HR futures: Trying to form a bottom

Written by David Feldstein


On Aug. 14, the chairman of the world’s largest steel producer, China’s Baowu Steel Group, had some alarming news. He told staff at the firm’s mid-year meeting that conditions in China are like a “harsh winter” that will be “longer, colder and more difficult to endure than expected.” Ferrous markets reacted aggressively over the next three trading sessions sending the rolling 2nd month iron ore future down to an intraday low of $91.80/per metric ton (mt), its lowest since November 2022. Six trading sessions later, iron ore was back above $100/mt.

Rolling 2nd month SGX iron ore future $/mt

The panic in iron ore took Turkish scrap futures down with it, but then Turkish scrap rebounded alongside ore. What is even more interesting is Turkish scrap continues to bounce off its $355 support level as indicated by the yellow dashed line.

Rolling 2nd month LME Turkish scrap future

Over the past few years, financial market participants have increased their footprint in HRC futures. As a result, Midwest HRC futures can be heavily influenced at times by developments on the global ferrous or macroeconomic front. For instance, HR futures trading volume ground to a halt through the first seven trading sessions of August as the summer doldrums arrived in full force. The news out of China and panicked-selling in iron ore spilled into the Midwest futures market. Trading volume exploded as futures tanked. 

September CME HRC future $/st w aggregate curve volume & 5-day avg.

This chart shows the sell-off during the week of Aug. 12 with the October future leading the group lower down $64 week over week.

CME hot-rolled coil futures curve $/st

Just like in ore and Turkish scrap, Midwest HRC futures said “this aggression will not stand” and rebounded on heavy volume, essentially erasing all of the previous month’s declines. Despite the news and subsequent moves in iron ore, every month from August 2024 to June 2025 saw no more than a $13 gain or a $13 loss over the two-week period. If you were one of the lucky ones to leave on vacation on Aug. 9 and return on Aug. 23, you would look at the curve and think, I am happy to have chosen those two weeks as I didn’t miss out on anything! 

CME hot-rolled coil futures curve $/st

Let’s get technical. If you liked the double-bottom, you are gonna love the triple-bottom…

On the one hand, we have the comments from Baowu to add to the long list of bearish factors. However, if you are a contrarian or bullish, or a contrarian bull, or even a bullish contrarian, then you will be feeling “pretty good” about the chart of the rolling 2nd month Midwest HRC future.

The chart has formed a “triple-bottom,” having bounced off the $650-660 area in June, July, and August. A triple-bottom pattern is characterized as a trend-reversal pattern. In addition, the future traded above and has remained above its seven-month downtrend in blue. The next test sits at the $770 resistance level indicated by the dotted white line.

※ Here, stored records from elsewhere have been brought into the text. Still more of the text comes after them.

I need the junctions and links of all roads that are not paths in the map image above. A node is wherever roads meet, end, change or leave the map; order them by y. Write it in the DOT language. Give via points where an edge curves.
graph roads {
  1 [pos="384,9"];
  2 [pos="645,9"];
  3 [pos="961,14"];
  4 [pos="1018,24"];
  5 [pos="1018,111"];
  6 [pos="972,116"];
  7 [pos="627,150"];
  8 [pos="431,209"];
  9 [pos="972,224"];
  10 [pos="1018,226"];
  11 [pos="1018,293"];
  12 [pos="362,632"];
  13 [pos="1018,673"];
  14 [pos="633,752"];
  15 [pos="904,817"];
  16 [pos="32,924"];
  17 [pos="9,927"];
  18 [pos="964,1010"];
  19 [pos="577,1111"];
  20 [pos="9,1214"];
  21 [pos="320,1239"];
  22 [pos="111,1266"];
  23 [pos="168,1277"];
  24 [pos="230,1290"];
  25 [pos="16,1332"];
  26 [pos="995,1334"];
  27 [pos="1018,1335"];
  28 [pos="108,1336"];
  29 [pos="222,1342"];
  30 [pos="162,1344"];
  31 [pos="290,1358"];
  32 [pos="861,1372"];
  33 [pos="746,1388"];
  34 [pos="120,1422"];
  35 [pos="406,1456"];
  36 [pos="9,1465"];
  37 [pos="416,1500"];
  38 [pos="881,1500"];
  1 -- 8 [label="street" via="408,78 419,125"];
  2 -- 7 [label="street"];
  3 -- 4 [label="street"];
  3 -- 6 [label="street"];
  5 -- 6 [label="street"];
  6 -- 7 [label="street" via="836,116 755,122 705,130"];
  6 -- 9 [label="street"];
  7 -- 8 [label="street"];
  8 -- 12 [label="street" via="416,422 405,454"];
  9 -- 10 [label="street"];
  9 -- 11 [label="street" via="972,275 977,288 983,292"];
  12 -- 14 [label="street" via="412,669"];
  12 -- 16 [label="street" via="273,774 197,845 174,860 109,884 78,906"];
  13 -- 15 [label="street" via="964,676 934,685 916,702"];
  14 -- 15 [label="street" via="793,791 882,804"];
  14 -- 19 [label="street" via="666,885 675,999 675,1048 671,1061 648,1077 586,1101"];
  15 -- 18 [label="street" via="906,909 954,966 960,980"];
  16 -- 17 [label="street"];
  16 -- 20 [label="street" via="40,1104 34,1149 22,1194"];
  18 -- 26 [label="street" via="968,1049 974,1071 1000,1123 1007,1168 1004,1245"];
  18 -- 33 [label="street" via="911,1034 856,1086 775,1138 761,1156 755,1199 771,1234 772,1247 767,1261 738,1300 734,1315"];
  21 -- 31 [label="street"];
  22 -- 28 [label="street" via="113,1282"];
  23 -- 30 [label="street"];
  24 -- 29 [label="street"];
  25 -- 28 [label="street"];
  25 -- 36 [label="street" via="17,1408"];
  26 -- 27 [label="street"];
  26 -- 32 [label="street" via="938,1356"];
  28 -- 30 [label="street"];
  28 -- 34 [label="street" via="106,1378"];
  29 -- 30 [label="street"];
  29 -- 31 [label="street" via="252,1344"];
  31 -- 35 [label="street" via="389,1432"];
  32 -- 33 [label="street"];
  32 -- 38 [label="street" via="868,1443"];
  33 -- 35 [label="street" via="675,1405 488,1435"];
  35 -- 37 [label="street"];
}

“Remember, one man’s ceiling is another man’s floor,” or previous support that is broken below becomes resistance when the price rebounds. If the rolling 2nd month can break above $770, then perhaps we will see another squeeze similar to the four sharp rallies experienced in HRC futures since the start of 2023.

Rolling 2nd month CME HRC future $/st

Disclaimer: The content of this article is for informational purposes only. The views in this article do not represent financial services or advice. Any opinion expressed by Mr. Feldstein should not be treated as a specific inducement to make a particular investment or follow a particular strategy, but only as an expression of his opinion. Views and forecasts expressed are as of date indicated, are subject to change without notice, may not come to be and do not represent a recommendation or offer of any particular security, strategy or investment. Strategies mentioned may not be suitable for you. You must make an independent decision regarding investments or strategies mentioned in this article. It is recommended you consider your own particular circumstances and seek the advice from a financial professional before taking action in financial markets.